The historic humiliations of Kevin McCarthy and his colleagues continue.

Tom Williams/AP

Fight disinformation: Sign up for the free Mother Jones Daily newsletter and follow the news that matters.

As House Speaker Mike Johnson makes progress in his first test to avoid a government shutdown, his predecessor, the historically humiliating Kevin McCarthy, is being accused of shoving a fellow congressman in a “clean shot to the kidneys.”

The alleged altercation, as witnessed by an NPR reporter, sparked a chaotic chase down the halls of Congress on Tuesday, with McCarthy’s target, Tenessee Rep. Tim Burchett, one of the eight Republicans who voted to oust McCarthy from the speakership last month, reportedly shouting at the former speaker that he has no “guts.”
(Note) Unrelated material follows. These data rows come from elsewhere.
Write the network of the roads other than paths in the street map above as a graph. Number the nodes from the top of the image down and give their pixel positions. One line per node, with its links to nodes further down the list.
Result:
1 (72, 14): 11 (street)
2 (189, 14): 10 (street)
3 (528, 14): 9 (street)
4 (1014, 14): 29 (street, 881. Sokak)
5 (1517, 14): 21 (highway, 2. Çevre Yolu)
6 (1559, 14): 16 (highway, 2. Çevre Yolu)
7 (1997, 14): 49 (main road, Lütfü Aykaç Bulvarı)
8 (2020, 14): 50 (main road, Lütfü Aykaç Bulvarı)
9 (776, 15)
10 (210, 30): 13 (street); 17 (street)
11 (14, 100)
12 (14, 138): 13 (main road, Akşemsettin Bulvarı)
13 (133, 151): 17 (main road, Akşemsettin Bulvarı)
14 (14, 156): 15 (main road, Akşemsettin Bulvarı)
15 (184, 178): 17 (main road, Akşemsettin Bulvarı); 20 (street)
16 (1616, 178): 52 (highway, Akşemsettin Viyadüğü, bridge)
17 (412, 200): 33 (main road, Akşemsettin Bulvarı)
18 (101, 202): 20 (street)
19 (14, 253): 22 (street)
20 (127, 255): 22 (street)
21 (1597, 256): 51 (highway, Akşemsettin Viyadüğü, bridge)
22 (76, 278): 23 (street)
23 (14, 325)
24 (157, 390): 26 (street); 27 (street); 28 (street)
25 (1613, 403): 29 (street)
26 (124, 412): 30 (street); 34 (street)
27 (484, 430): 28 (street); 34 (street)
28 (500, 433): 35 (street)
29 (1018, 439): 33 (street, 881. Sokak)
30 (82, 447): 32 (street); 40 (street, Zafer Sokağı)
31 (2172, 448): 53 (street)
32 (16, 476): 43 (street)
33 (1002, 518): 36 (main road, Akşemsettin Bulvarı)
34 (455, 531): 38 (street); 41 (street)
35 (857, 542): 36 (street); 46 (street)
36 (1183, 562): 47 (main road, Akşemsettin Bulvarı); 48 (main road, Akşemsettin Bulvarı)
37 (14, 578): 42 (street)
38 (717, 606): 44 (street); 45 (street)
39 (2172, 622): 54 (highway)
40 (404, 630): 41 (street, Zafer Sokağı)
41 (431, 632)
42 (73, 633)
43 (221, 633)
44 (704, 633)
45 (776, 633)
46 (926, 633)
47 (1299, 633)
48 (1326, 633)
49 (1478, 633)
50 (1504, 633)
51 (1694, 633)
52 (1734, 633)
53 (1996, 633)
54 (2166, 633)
“He is a bully with $17 million and a security detail,” Burchett told CNN. “He is the type of guy that when you are a kid, he would throw a rock over the fence and run home to hide behind his mama’s skirt.”

The incident, exceedingly juvenile and yet shocking, is the latest entry into Congress’ workplace hostilities—conflicts that would surely, in nearly all other professional environments, prompt swift dismissals. But even for Congress, a body of government that continues to tolerate the likes of Marjorie Taylor Greene, physical altercations like the one involving McCarthy and Burchett are relatively rare. (McCarthy has since denied that it was intentional. You can read Grisales’ account above and judge for yourself.) Yet, they’re emblematic of a larger rot plaguing Congress thanks in part to lawmakers—overwhelmingly Republicans—who shitpost with abandon and take to CrossFit videos to rail against policies they don’t support. Consider that McCarthy’s incident wasn’t even the only violent threat on the Hill today. 

“This is a time, this is a place. We can be two consenting adults. We can finish it here,” Sen. Markwayne Mullin, a former mixed martial arts fighter, told Teamsters president Sean O’Brien at a Senate hearing, in what appeared to be a challenge to a physical fight.

“You want to do it now? Stand your butt up then,” Mullin continued before Sen. Bernie Sanders interrupted, reminding Mullin that he was a US senator.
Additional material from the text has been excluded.